#### HOW TO COMPLETE THIS TASK:
Would you repeat every line below exactly, please?
------ EXERCISE INPUT
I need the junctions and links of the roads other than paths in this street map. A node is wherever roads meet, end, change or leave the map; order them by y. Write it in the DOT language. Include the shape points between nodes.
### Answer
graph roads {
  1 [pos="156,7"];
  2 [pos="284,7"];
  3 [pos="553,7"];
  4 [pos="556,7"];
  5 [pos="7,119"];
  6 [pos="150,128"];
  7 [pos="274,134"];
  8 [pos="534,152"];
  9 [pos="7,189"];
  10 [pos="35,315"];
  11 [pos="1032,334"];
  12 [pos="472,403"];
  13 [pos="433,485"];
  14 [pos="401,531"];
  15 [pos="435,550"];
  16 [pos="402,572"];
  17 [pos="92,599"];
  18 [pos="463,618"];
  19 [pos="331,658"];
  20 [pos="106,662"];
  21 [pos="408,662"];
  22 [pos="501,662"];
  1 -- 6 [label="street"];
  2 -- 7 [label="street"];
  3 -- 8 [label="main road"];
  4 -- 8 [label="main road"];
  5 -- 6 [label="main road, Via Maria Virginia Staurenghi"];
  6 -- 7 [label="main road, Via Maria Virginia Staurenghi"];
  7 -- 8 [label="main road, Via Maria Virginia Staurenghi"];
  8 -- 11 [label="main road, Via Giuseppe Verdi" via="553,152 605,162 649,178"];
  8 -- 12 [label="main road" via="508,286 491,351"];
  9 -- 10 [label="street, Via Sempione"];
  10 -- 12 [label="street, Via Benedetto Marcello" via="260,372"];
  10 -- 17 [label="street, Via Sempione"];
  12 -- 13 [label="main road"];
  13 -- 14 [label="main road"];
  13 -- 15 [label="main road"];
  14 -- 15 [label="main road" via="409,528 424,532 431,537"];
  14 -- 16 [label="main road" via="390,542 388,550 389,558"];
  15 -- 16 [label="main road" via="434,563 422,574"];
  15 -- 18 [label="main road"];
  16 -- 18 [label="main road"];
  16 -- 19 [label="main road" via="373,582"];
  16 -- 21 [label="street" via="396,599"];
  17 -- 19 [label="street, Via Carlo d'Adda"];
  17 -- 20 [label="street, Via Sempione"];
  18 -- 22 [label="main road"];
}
------------
#### FINISHED TASK:
I need the junctions and links of the roads other than paths in this street map. A node is wherever roads meet, end, change or leave the map; order them by y. Write it in the DOT language. Include the shape points between nodes.
### Answer
graph roads {
  1 [pos="156,7"];
  2 [pos="284,7"];
  3 [pos="553,7"];
  4 [pos="556,7"];
  5 [pos="7,119"];
  6 [pos="150,128"];
  7 [pos="274,134"];
  8 [pos="534,152"];
  9 [pos="7,189"];
  10 [pos="35,315"];
  11 [pos="1032,334"];
  12 [pos="472,403"];
  13 [pos="433,485"];
  14 [pos="401,531"];
  15 [pos="435,550"];
  16 [pos="402,572"];
  17 [pos="92,599"];
  18 [pos="463,618"];
  19 [pos="331,658"];
  20 [pos="106,662"];
  21 [pos="408,662"];
  22 [pos="501,662"];
  1 -- 6 [label="street"];
  2 -- 7 [label="street"];
  3 -- 8 [label="main road"];
  4 -- 8 [label="main road"];
  5 -- 6 [label="main road, Via Maria Virginia Staurenghi"];
  6 -- 7 [label="main road, Via Maria Virginia Staurenghi"];
  7 -- 8 [label="main road, Via Maria Virginia Staurenghi"];
  8 -- 11 [label="main road, Via Giuseppe Verdi" via="553,152 605,162 649,178"];
  8 -- 12 [label="main road" via="508,286 491,351"];
  9 -- 10 [label="street, Via Sempione"];
  10 -- 12 [label="street, Via Benedetto Marcello" via="260,372"];
  10 -- 17 [label="street, Via Sempione"];
  12 -- 13 [label="main road"];
  13 -- 14 [label="main road"];
  13 -- 15 [label="main road"];
  14 -- 15 [label="main road" via="409,528 424,532 431,537"];
  14 -- 16 [label="main road" via="390,542 388,550 389,558"];
  15 -- 16 [label="main road" via="434,563 422,574"];
  15 -- 18 [label="main road"];
  16 -- 18 [label="main road"];
  16 -- 19 [label="main road" via="373,582"];
  16 -- 21 [label="street" via="396,599"];
  17 -- 19 [label="street, Via Carlo d'Adda"];
  17 -- 20 [label="street, Via Sempione"];
  18 -- 22 [label="main road"];
}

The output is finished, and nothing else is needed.